L’ambassadeur de la Tunisie au Canada, son excellence M. Mohamed Imed Torjmane ; et Mme. Lamia Kedadi Siala, la consule de la Tunisie à Montréal. Crédit photo Avant Première Mtl

« La Tunisie est présente ce soir par ses cinéastes talentueux, hommes et femmes, qui continuent à marquer la scène cinématographique et lui donner cette vigueur et cette dynamique nécessaires pour développer encore la sensibilité et la beauté dans une société comme la notre. La révolution de la dignité a amplifié cela, en donnant au cinéma tunisien cette inconditionnelle et indispensable liberté de création », a souligné M. Torjmane.

La fébrilité créatrice de l’après printemps tunisien a excavé l’atmosphère tendue qui y règne avec des regards encore plus aiguisés à l’égard de la société d’hier et d’aujourd’hui. Le film « Aya » de Moufida Fedhila, « Zizou » de Farid Boughdir et « El Jaida » de Salma Baccar figurent dans la programmation qui se propose comme un espace d’échange et de réflexion sur la femme.

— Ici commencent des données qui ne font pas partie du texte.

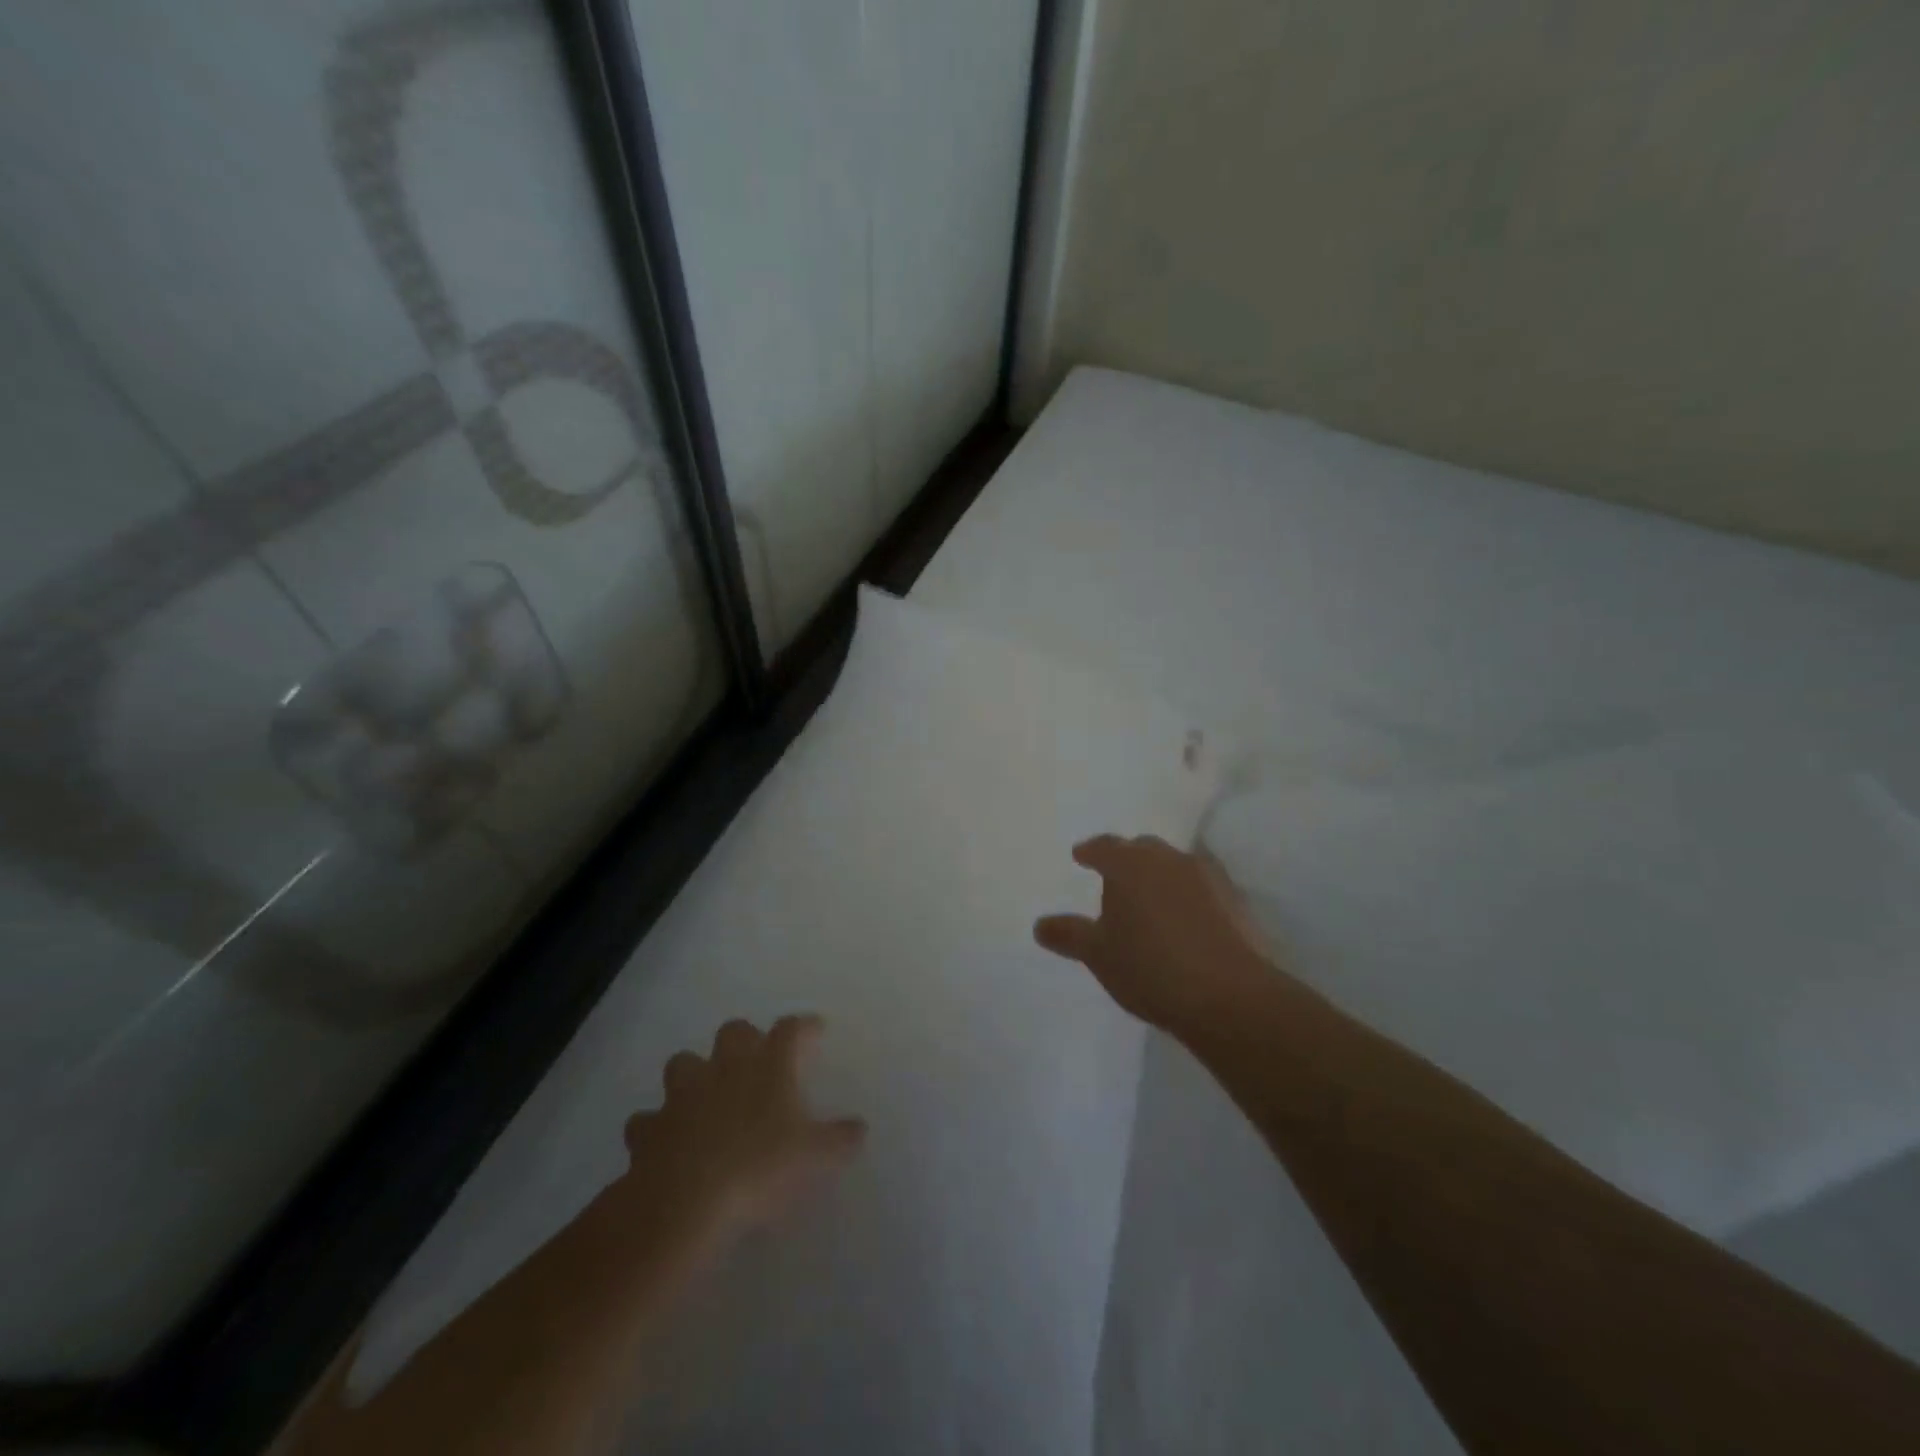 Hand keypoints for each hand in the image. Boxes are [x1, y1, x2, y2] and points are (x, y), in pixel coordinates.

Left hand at [622, 1015, 865, 1251]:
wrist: (685, 1203)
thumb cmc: (760, 1169)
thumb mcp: (814, 1158)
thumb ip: (839, 1139)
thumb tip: (859, 1128)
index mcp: (768, 1066)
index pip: (791, 1030)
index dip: (804, 1027)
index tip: (816, 1030)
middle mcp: (725, 1068)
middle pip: (734, 1032)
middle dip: (745, 1040)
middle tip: (757, 1061)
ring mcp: (682, 1095)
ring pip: (683, 1063)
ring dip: (694, 1074)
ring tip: (705, 1096)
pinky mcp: (649, 1128)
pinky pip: (648, 1119)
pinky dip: (657, 1126)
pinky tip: (666, 1142)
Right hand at [1034, 835, 1277, 1034]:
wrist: (1228, 995)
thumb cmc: (1149, 967)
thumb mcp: (1098, 954)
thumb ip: (1069, 935)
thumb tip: (1040, 925)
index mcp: (1130, 865)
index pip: (1104, 846)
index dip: (1090, 851)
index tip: (1081, 856)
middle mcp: (1168, 860)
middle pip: (1142, 849)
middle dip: (1127, 859)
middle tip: (1115, 878)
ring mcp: (1207, 877)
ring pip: (1175, 865)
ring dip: (1160, 876)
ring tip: (1149, 900)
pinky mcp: (1235, 901)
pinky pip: (1201, 887)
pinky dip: (1188, 896)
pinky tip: (1184, 920)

Moufida Fedhila, ambassadrice du cinéma féminin

La productrice, réalisatrice et plasticienne Moufida Fedhila. Crédit photo Avant Première Mtl

Cette 34e édition est dédiée aux femmes qui ont marqué le 7ème art. La productrice, réalisatrice et plasticienne Moufida Fedhila, lauréate du Tanit d’Or aux Journées Cinématographiques de Carthage 2017 pour son court métrage « Aya », a été honorée lors de cette soirée, en lui décernant le trophée du Conseil International des Radios et Télévisions d’Expression Française (CIRTEF).

« Aya », sorti en 2017, dure 23 minutes. Il raconte l’histoire d’une fille qui grandit au sein d’une famille tourmentée par le radicalisme religieux. La réalisatrice questionne ainsi ce bouleversement identitaire en mettant l’accent sur la fragilité de la condition féminine : un sujet qu’elle n’a pas manqué de rappeler dans son intervention.

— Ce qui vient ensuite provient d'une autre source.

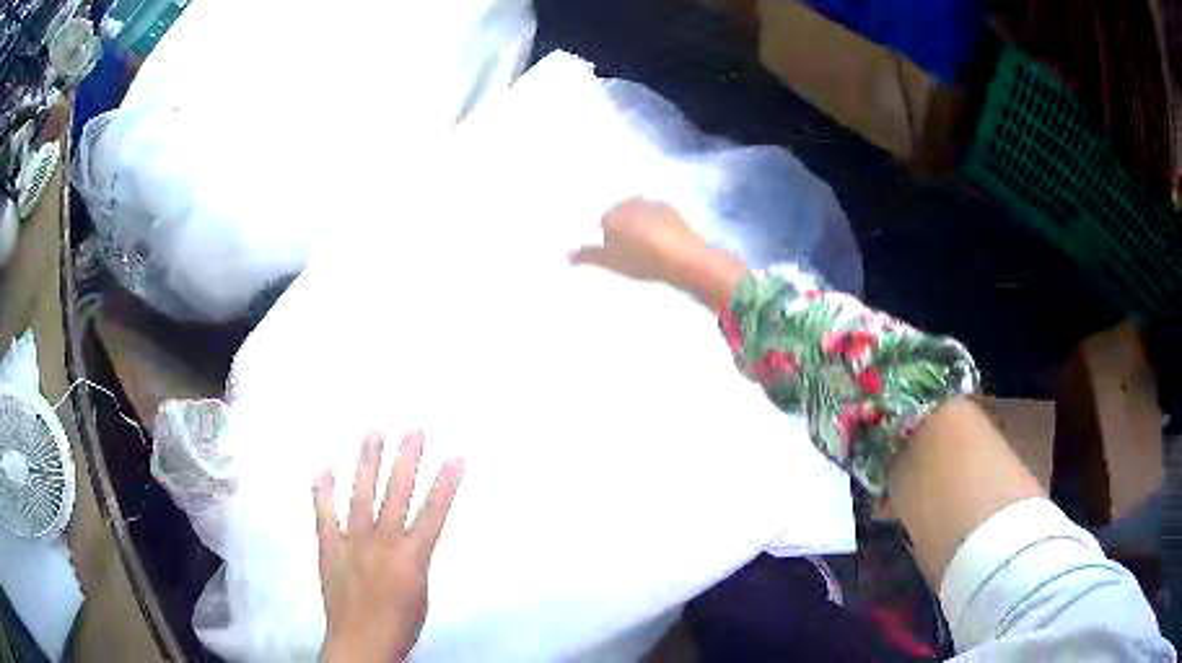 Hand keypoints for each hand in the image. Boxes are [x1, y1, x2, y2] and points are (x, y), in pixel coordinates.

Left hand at [315, 432, 463, 662]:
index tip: (454, 455)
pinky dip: (323, 490)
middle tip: (413, 430)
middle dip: (407, 459)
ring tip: (373, 434)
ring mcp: (352, 541)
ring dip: (368, 463)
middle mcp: (382, 541)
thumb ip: (414, 560)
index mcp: (412, 556)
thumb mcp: (421, 593)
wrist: (361, 642)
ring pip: (361, 494)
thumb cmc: (400, 624)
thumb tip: (408, 539)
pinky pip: (324, 513)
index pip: (433, 512)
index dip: (446, 483)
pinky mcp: (329, 546)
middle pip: (397, 493)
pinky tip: (325, 468)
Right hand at [570, 197, 709, 283]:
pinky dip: (659, 226)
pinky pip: (660, 217)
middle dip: (625, 229)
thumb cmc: (640, 259)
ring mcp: (653, 203)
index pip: (603, 223)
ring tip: (651, 248)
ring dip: (642, 226)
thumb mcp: (609, 262)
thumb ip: (586, 256)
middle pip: (622, 216)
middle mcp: (630, 202)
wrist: (681, 256)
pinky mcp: (673, 210)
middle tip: (633, 252)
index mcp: (612, 213)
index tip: (618, 254)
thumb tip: (565, 255)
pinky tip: (666, 242)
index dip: (608, 240)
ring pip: (641, 214) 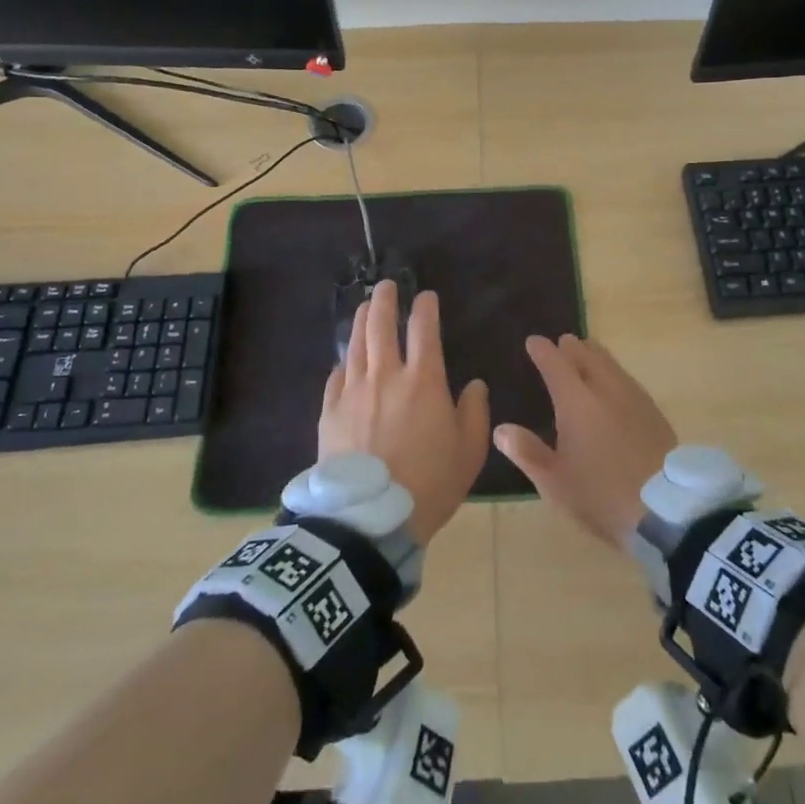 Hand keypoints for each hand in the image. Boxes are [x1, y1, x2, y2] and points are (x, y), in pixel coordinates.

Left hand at [320, 280, 489, 546]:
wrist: (370, 518)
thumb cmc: (429, 484)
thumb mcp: (469, 452)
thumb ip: (475, 413)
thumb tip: (475, 385)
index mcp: (424, 381)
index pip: (424, 329)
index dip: (425, 307)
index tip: (426, 296)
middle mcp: (386, 375)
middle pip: (381, 325)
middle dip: (385, 299)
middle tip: (386, 285)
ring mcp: (353, 391)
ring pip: (355, 344)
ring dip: (360, 320)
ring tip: (364, 306)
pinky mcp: (330, 411)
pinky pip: (336, 376)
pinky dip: (343, 362)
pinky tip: (345, 359)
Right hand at [496, 335, 677, 549]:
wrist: (666, 509)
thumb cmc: (601, 494)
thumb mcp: (555, 482)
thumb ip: (527, 452)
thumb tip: (501, 429)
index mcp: (576, 401)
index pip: (555, 364)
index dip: (542, 350)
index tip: (533, 341)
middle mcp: (605, 389)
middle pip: (587, 356)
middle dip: (571, 347)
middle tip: (561, 343)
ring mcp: (633, 398)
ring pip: (611, 364)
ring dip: (595, 355)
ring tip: (587, 353)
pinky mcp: (654, 412)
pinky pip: (628, 379)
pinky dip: (614, 372)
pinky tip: (616, 385)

« Cet hommage, je le dédie à chaque femme tunisienne qui se bat quotidiennement pour ne jamais céder à l’obscurantisme et à l’injustice. Le regard chargé de courage et plein de force, elles participent chacune à sa manière au devenir de la Tunisie »

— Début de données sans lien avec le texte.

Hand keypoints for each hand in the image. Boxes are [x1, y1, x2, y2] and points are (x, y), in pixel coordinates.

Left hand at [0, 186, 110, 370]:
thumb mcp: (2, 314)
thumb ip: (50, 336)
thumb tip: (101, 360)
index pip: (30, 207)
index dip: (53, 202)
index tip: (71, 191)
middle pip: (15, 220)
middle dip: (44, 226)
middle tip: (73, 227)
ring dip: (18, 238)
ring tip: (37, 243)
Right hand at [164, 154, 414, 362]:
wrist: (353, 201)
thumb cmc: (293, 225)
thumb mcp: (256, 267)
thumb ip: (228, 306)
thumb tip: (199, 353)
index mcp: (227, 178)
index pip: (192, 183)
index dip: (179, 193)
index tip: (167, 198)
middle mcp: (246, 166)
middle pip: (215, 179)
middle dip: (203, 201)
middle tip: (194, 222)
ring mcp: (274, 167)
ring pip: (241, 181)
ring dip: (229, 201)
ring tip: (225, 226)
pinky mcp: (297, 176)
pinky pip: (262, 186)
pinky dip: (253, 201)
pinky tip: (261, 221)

« Zizou » de Farid Boughdir, la bonne humeur pour lancer le festival

Le cinéaste Farid Boughdir. Crédit photo Avant première Mtl

Dans cette période où l’avenir s’avère inquiétant, Farid Boughdir transcende par l’amour des réalités économiques et sociales aux prises avec le tournant politique. Sa comédie sociale comique a ouvert le festival avec une fiction légère et sarcastique. Le réalisateur a annoncé que le film, paru en 2016, « est la suite de la trilogie commencée avec « Halfaouine », l’enfant des terrasses. »

« Zizou » est un personnage naïf qui s’embarque dans une suite d’aventures humaines et de galères sentimentales avant le 14 janvier 2011. Les images pittoresques du film et les dialogues badins et concis de Taoufik Jebali ont enchanté le public qui a interagi autant avec les scènes risibles qu’avec les situations absurdes. La fiction se découvre à Montréal une substance à portée universelle. M. Le Chêne nous a confié que « Zizou » est un film qui lance le festival dans une ambiance de bonne humeur.